Top of Information shown

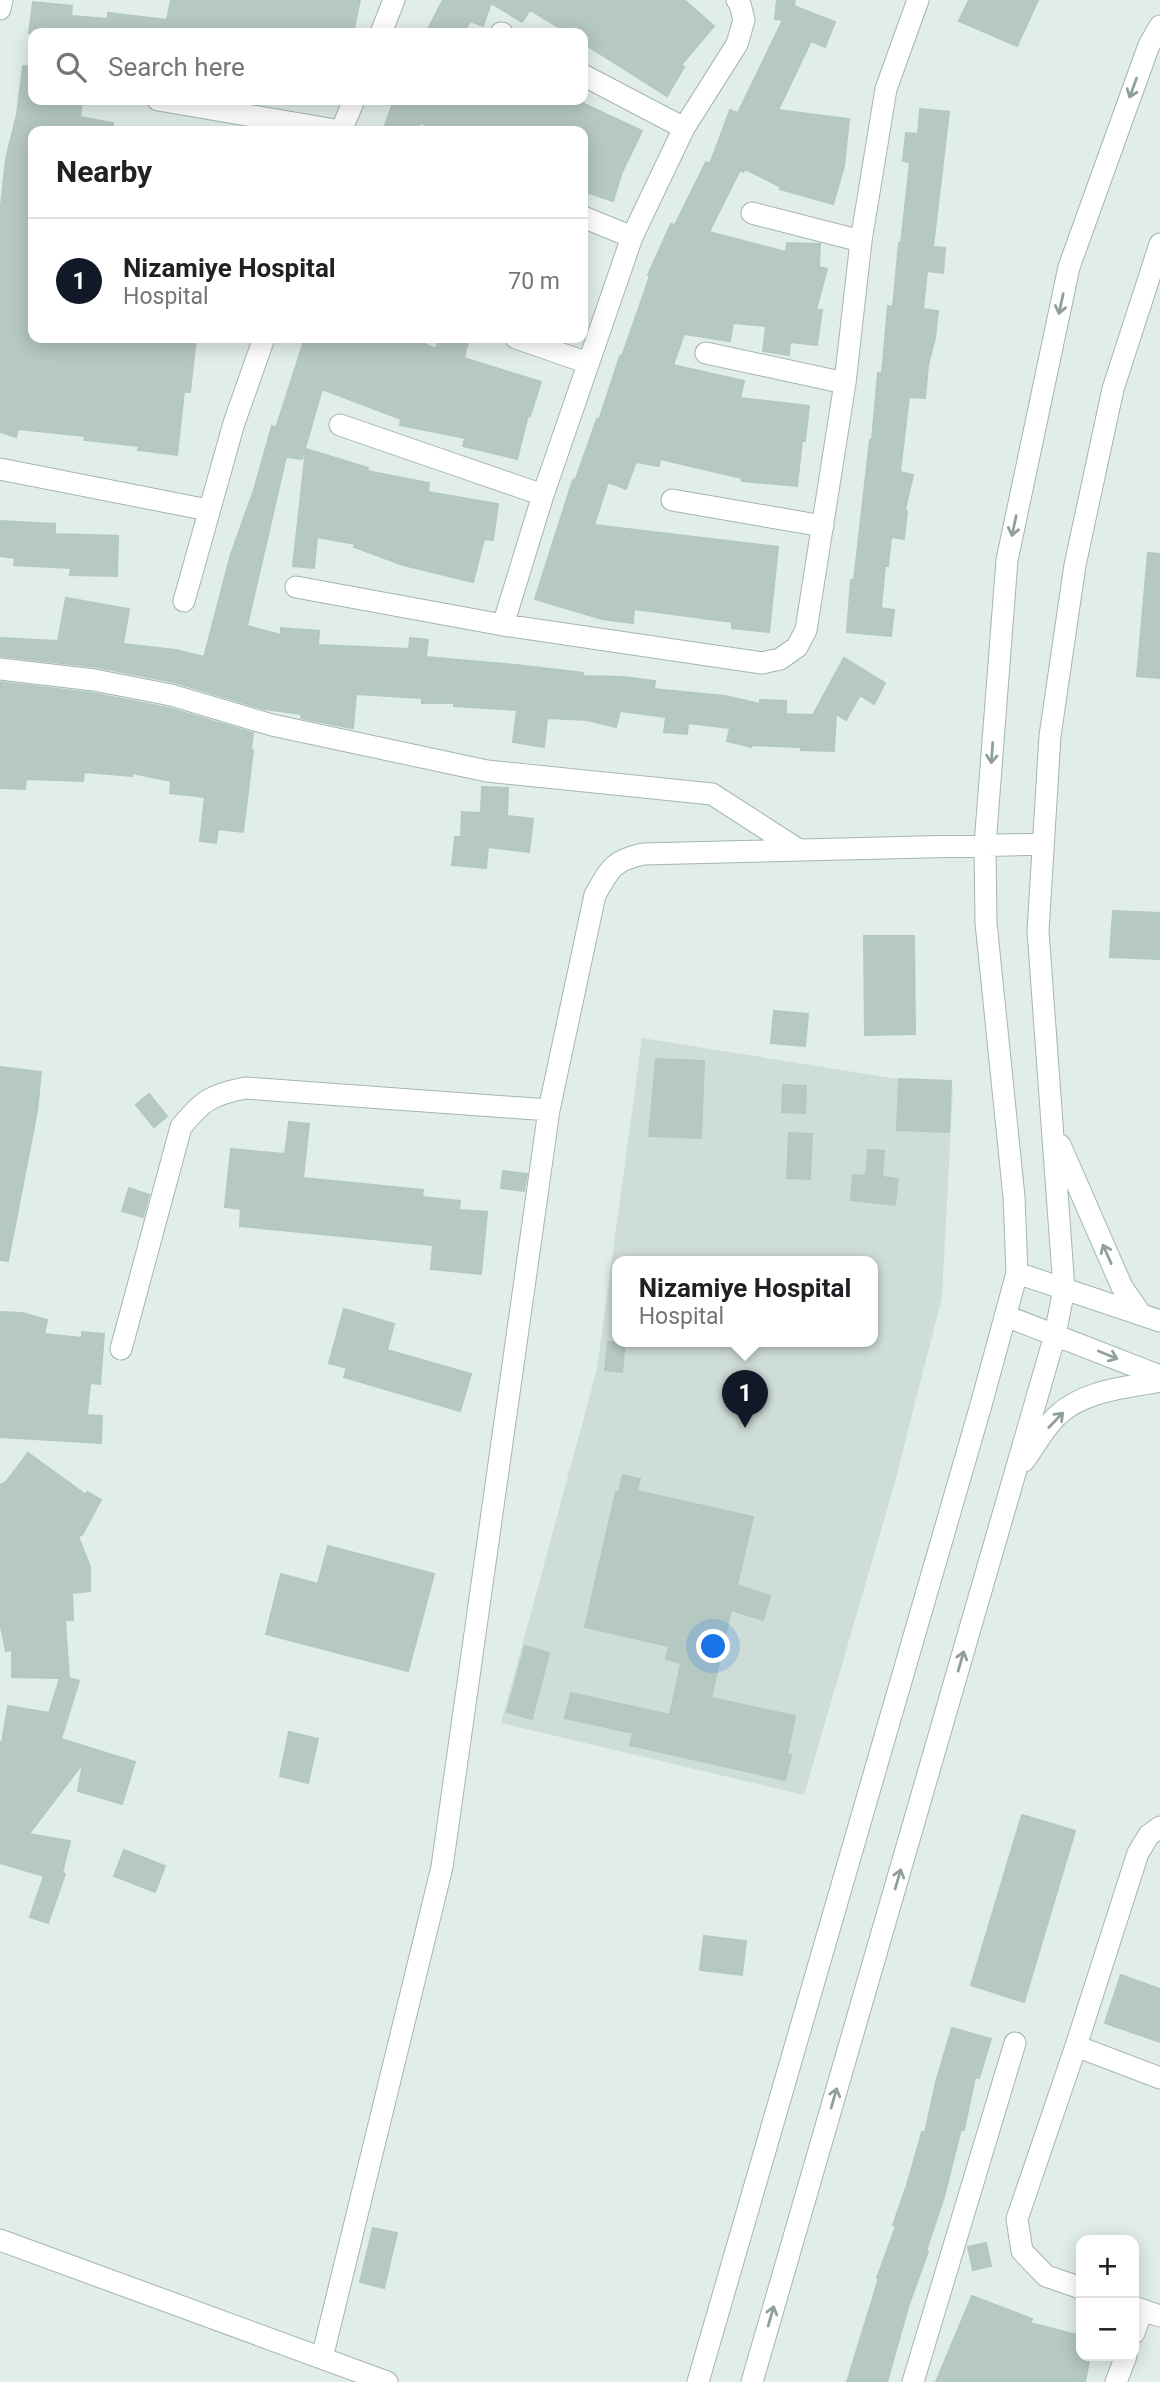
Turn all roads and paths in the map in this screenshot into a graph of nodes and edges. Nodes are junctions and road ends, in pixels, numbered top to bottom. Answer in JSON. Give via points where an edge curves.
{"nodes":[{"id":1,"x":2,"y":0,"type":"edge"},
{"id":2,"x":394,"y":0,"type":"edge"},
{"id":3,"x":737,"y":0,"type":"edge"},
{"id":4,"x":918,"y":0,"type":"edge"},
{"id":5,"x":0,"y":9,"type":"edge"},
{"id":6,"x":1160,"y":26,"type":"edge"},
{"id":7,"x":383,"y":28,"type":"edge"},
{"id":8,"x":588,"y":78,"type":"edge"},
{"id":9,"x":188,"y":105,"type":"edge"},
{"id":10,"x":352,"y":105,"type":"edge"},
{"id":11,"x":311,"y":126,"type":"edge"},
{"id":12,"x":343,"y":126,"type":"edge"},
{"id":13,"x":684,"y":128,"type":"junction"},
{"id":14,"x":752,"y":213,"type":"dead end"},
{"id":15,"x":588,"y":219,"type":"edge"},
{"id":16,"x":632,"y":237,"type":"junction"},
{"id":17,"x":861,"y":241,"type":"junction"},
{"id":18,"x":1160,"y":244,"type":"edge"},
{"id":19,"x":262,"y":343,"type":"edge"},
{"id":20,"x":530,"y":343,"type":"edge"},
{"id":21,"x":706,"y":354,"type":"dead end"},
{"id":22,"x":588,"y":363,"type":"junction"},
{"id":23,"x":845,"y":383,"type":"junction"},
{"id":24,"x":340,"y":425,"type":"dead end"},
{"id":25,"x":0,"y":469,"type":"edge"},
{"id":26,"x":543,"y":495,"type":"junction"},
{"id":27,"x":672,"y":500,"type":"dead end"},
{"id":28,"x":208,"y":510,"type":"junction"},
{"id":29,"x":823,"y":526,"type":"junction"},
{"id":30,"x":296,"y":587,"type":"dead end"},
{"id":31,"x":184,"y":601,"type":"dead end"},
{"id":32,"x":503,"y":625,"type":"junction"},
{"id":33,"x":0,"y":669,"type":"edge"},
{"id":34,"x":1043,"y":844,"type":"junction"},
{"id":35,"x":985,"y":845,"type":"junction"},
{"id":36,"x":799,"y":850,"type":"junction"},
{"id":37,"x":549,"y":1110,"type":"junction"},
{"id":38,"x":1053,"y":1131,"type":"junction"},
{"id":39,"x":1017,"y":1273,"type":"junction"},
{"id":40,"x":1064,"y":1289,"type":"junction"},
{"id":41,"x":1140,"y":1314,"type":"junction"},
{"id":42,"x":1006,"y":1316,"type":"junction"},
{"id":43,"x":1160,"y":1321,"type":"edge"},
{"id":44,"x":1055,"y":1335,"type":"junction"},
{"id":45,"x":121,"y":1349,"type":"dead end"},
{"id":46,"x":1160,"y":1379,"type":"edge"},
{"id":47,"x":1015,"y":1474,"type":"junction"},
{"id":48,"x":1160,"y":1827,"type":"edge"},
{"id":49,"x":1015,"y":2043,"type":"dead end"},
{"id":50,"x":1076,"y":2046,"type":"junction"},
{"id":51,"x":1160,"y":2078,"type":"edge"},
{"id":52,"x":0,"y":2240,"type":"edge"},
{"id":53,"x":1076,"y":2286,"type":"edge"},
{"id":54,"x":322,"y":2358,"type":"junction"},
{"id":55,"x":1124,"y":2361,"type":"edge"},
{"id":56,"x":387,"y":2382,"type":"edge"},
{"id":57,"x":698,"y":2382,"type":"edge"},
{"id":58,"x":752,"y":2382,"type":"edge"},
{"id":59,"x":913,"y":2382,"type":"edge"},
{"id":60,"x":1116,"y":2382,"type":"edge"}],
"edges":[{"from":1,"to":5,"type":"street"},
{"from":2,"to":7,"type":"street"},
{"from":3,"to":13,"type":"street","via":[[744,20],[737,44]]},
{"from":4,"to":17,"type":"street","via":[[886,89]]},
{"from":6,"to":35,"type":"street","one_way":true,"via":[[1149,45],[1069,267],[1007,560]]},
{"from":8,"to":13,"type":"street"},
{"from":9,"to":11,"type":"street"},
{"from":10,"to":12,"type":"street"},
{"from":13,"to":16,"type":"street"},
{"from":14,"to":17,"type":"street"},
{"from":15,"to":16,"type":"street"},
{"from":16,"to":22,"type":"street"},
{"from":17,"to":23,"type":"street"},
{"from":18,"to":34,"type":"street","via":[[1113,389],[1075,565],[1050,736]]},
{"from":19,"to":28,"type":"street"},
{"from":20,"to":22,"type":"street"},
{"from":21,"to":23,"type":"street"},
{"from":22,"to":26,"type":"street"},
{"from":23,"to":29,"type":"street"},
{"from":24,"to":26,"type":"street"},
{"from":25,"to":28,"type":"street"},
{"from":26,"to":32,"type":"street"},
{"from":27,"to":29,"type":"street"},
{"from":28,"to":31,"type":"street"},
{"from":29,"to":32,"type":"street","via":[[806,630],[797,647],[780,659],[762,663]]},
{"from":30,"to":32,"type":"street"},
{"from":33,"to":36,"type":"street","via":[[171,695],[272,725],[487,771],[712,794]]},
{"from":34,"to":35,"type":"street"},
{"from":34,"to":38,"type":"street","via":[[1038,931]]},
{"from":35,"to":36,"type":"street"},
{"from":35,"to":39,"type":"street","via":[[986,923],[1014,1197]]},
{"from":36,"to":37,"type":"street","via":[[643,854],[622,859],[610,868],[595,895]]},
{"from":37,"to":45,"type":"street","via":[[245,1088],[220,1093],[199,1105],[181,1128]]},
{"from":37,"to":54,"type":"street","via":[[442,1867]]},
{"from":38,"to":40,"type":"street"},
{"from":41,"to":38,"type":"street","one_way":true,"via":[[1122,1287]]},
{"from":39,"to":40,"type":"street"},
{"from":39,"to":42,"type":"street"},
{"from":40,"to":41,"type":"street"},
{"from":40,"to":44,"type":"street"},
{"from":41,"to":43,"type":"street"},
{"from":42,"to":44,"type":"street"},
{"from":42,"to":57,"type":"street"},
{"from":44,"to":46,"type":"street","one_way":true},
{"from":44,"to":47,"type":"street"},
{"from":47,"to":46,"type":"street","one_way":true,"via":[[1057,1416],[1076,1403],[1101,1392]]},
{"from":58,"to":47,"type":"street","one_way":true},
{"from":48,"to":50,"type":"street","via":[[1138,1853]]},
{"from":49,"to":59,"type":"street"},
{"from":50,"to":51,"type":"street"},
{"from":50,"to":53,"type":"street","via":[[1017,2219],[1022,2251],[1046,2276]]},
{"from":52,"to":54,"type":"street"},
{"from":54,"to":56,"type":"street"},
{"from":55,"to":60,"type":"street"}]}
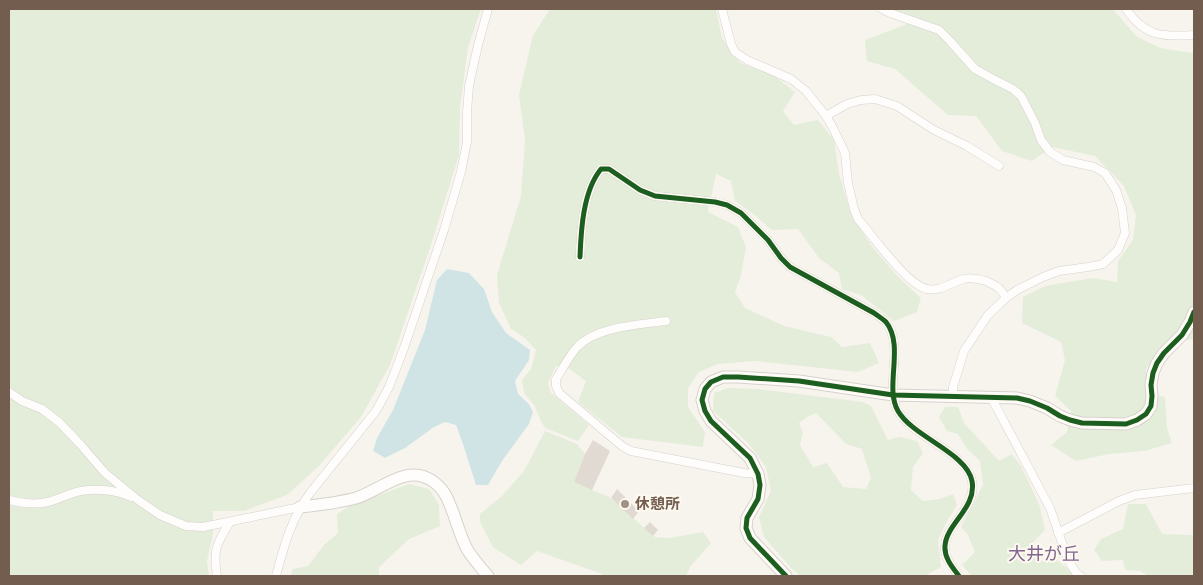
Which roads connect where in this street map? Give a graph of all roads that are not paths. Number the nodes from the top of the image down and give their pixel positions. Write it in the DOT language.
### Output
graph roads {
  1 [pos="488,9"];
  2 [pos="722,9"];
  3 [pos="882,9"];
  4 [pos="1126,9"];
  5 [pos="1194,35"];
  6 [pos="826,116"];
  7 [pos="999,166"];
  8 [pos="580,257"];
  9 [pos="1006,298"];
  10 [pos="1194,312"];
  11 [pos="666,321"];
  12 [pos="9,392"];
  13 [pos="893,395"];
  14 [pos="953,396"];
  15 [pos="991,397"];
  16 [pos="758,474"];
  17 [pos="1194,488"];
  18 [pos="9,500"];
  19 [pos="138,500"];
  20 [pos="300,507"];
  21 [pos="230,522"];
  22 [pos="1058,533"];
  23 [pos="217,576"];
  24 [pos="276,576"];
  25 [pos="488,576"];
  26 [pos="786,576"];
  27 [pos="960,576"];
  28 [pos="1081,576"];
  1 -- 20 [label="street"];
  2 -- 6 [label="street"];
  3 -- 9 [label="street"];
  4 -- 5 [label="street"];
  6 -- 7 [label="street"];
  6 -- 9 [label="street"];
  8 -- 13 [label="street"];
  9 -- 14 [label="street"];
  10 -- 15 [label="street"];
  11 -- 16 [label="street"];
  12 -- 19 [label="street"];
  13 -- 14 [label="street"];
  13 -- 16 [label="street"];
  13 -- 27 [label="street"];
  14 -- 15 [label="street"];
  15 -- 22 [label="street"];
  16 -- 26 [label="street"];
  17 -- 22 [label="street"];
  18 -- 19 [label="street"];
  19 -- 21 [label="street"];
  20 -- 21 [label="street"];
  20 -- 24 [label="street"];
  20 -- 25 [label="street"];
  21 -- 23 [label="street"];
  22 -- 28 [label="street"];
}
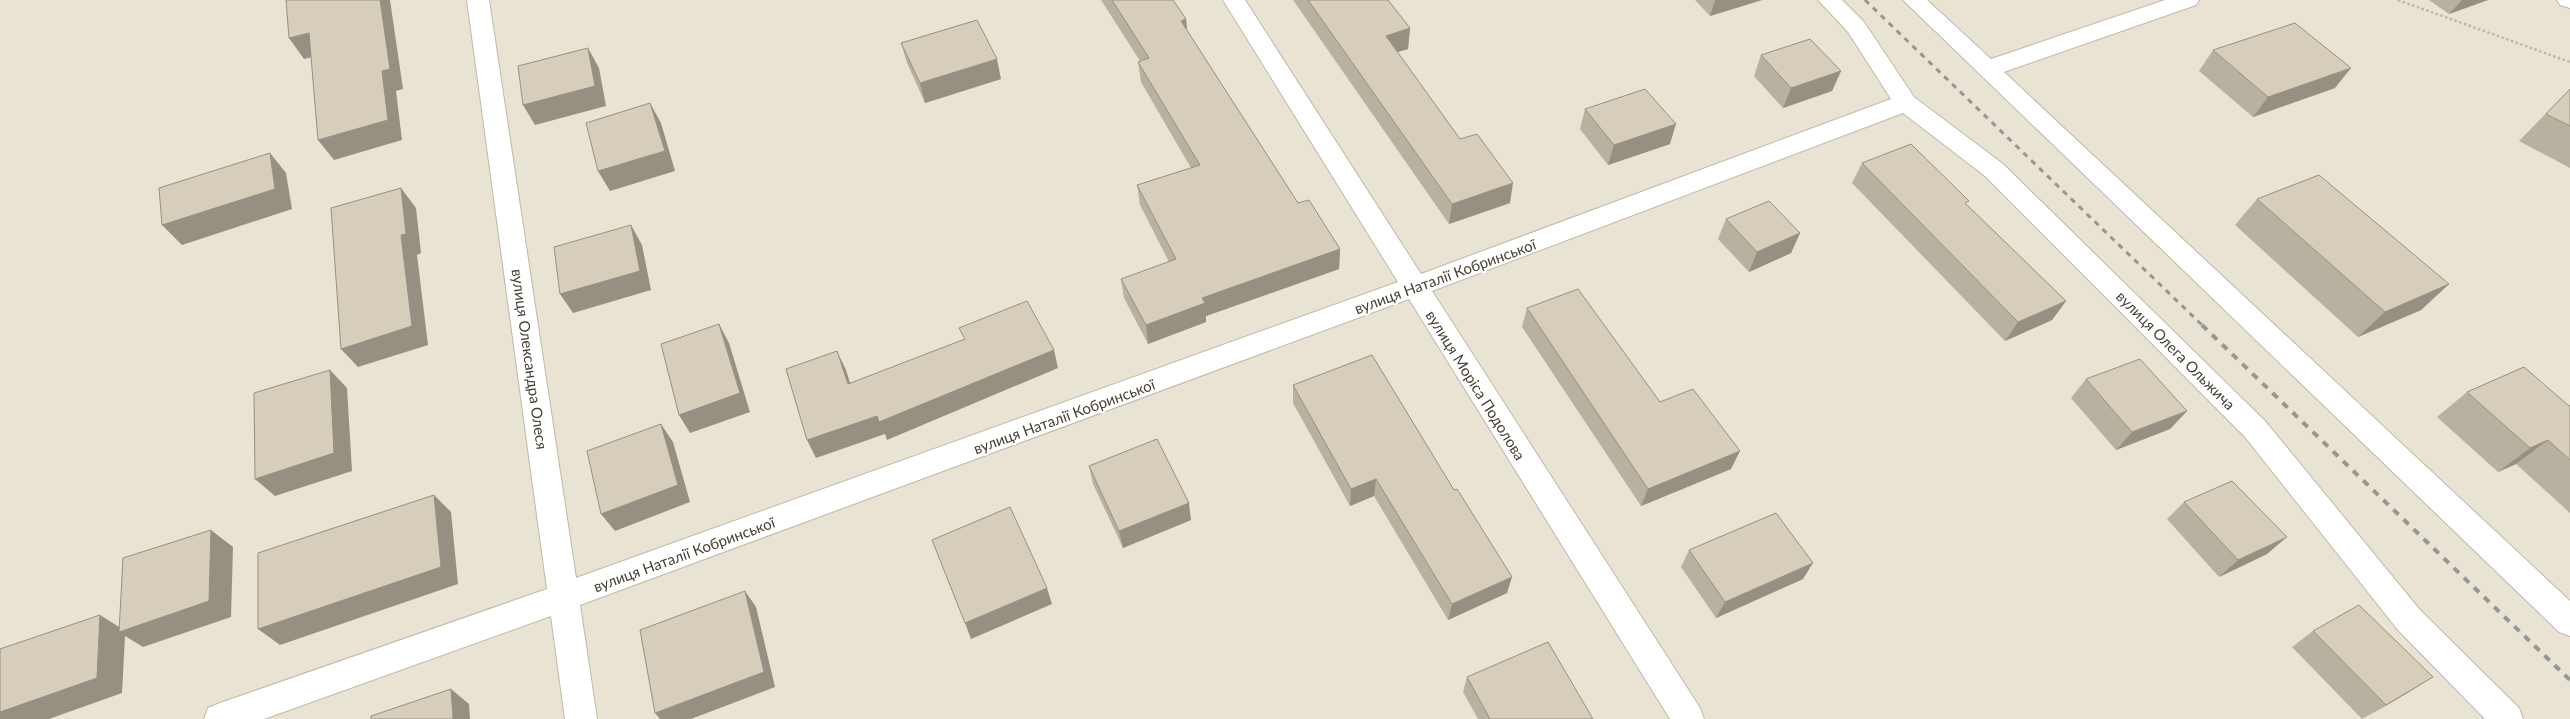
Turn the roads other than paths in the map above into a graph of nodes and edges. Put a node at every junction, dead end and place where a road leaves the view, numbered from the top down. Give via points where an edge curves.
1 (478, 0) edge
2 (1234, 0) edge
3 (1829, 0) edge
4 (1914, 0) edge
5 (2188, 0) edge
6 (1988, 69) junction
7 (1906, 103) junction
8 (1415, 288) junction
9 (564, 598) junction
10 (2570, 622) edge
11 (220, 719) edge
12 (581, 719) edge
13 (1688, 719) edge
14 (2507, 719) edge

1 - 9 street, вулиця Олександра Олеся
2 - 8 street, вулиця Моріса Подолова
3 - 7 street, вулиця Олега Ольжича via 1856,27
4 - 6 street
5 - 6 street
6 - 10 street
7 - 8 street, вулиця Наталії Кобринської
7 - 14 street, вулиця Олега Ольжича via 1994,170 2255,428 2409,620
8 - 9 street, вулиця Наталії Кобринської
8 - 13 street, вулиця Моріса Подолова
9 - 11 street, вулиця Наталії Кобринської
9 - 12 street, вулиця Олександра Олеся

Bottom of Information shown

_What the task asks_
Among the records, find all lines that include the string "numbered" and return them.

_Answer section_
Turn all roads and paths in the map in this screenshot into a graph of nodes and edges. Nodes are junctions and road ends, in pixels, numbered top to bottom. Answer in JSON. Give via points where an edge curves.
Turn the roads other than paths in the map above into a graph of nodes and edges. Put a node at every junction, dead end and place where a road leaves the view, numbered from the top down. Give via points where an edge curves.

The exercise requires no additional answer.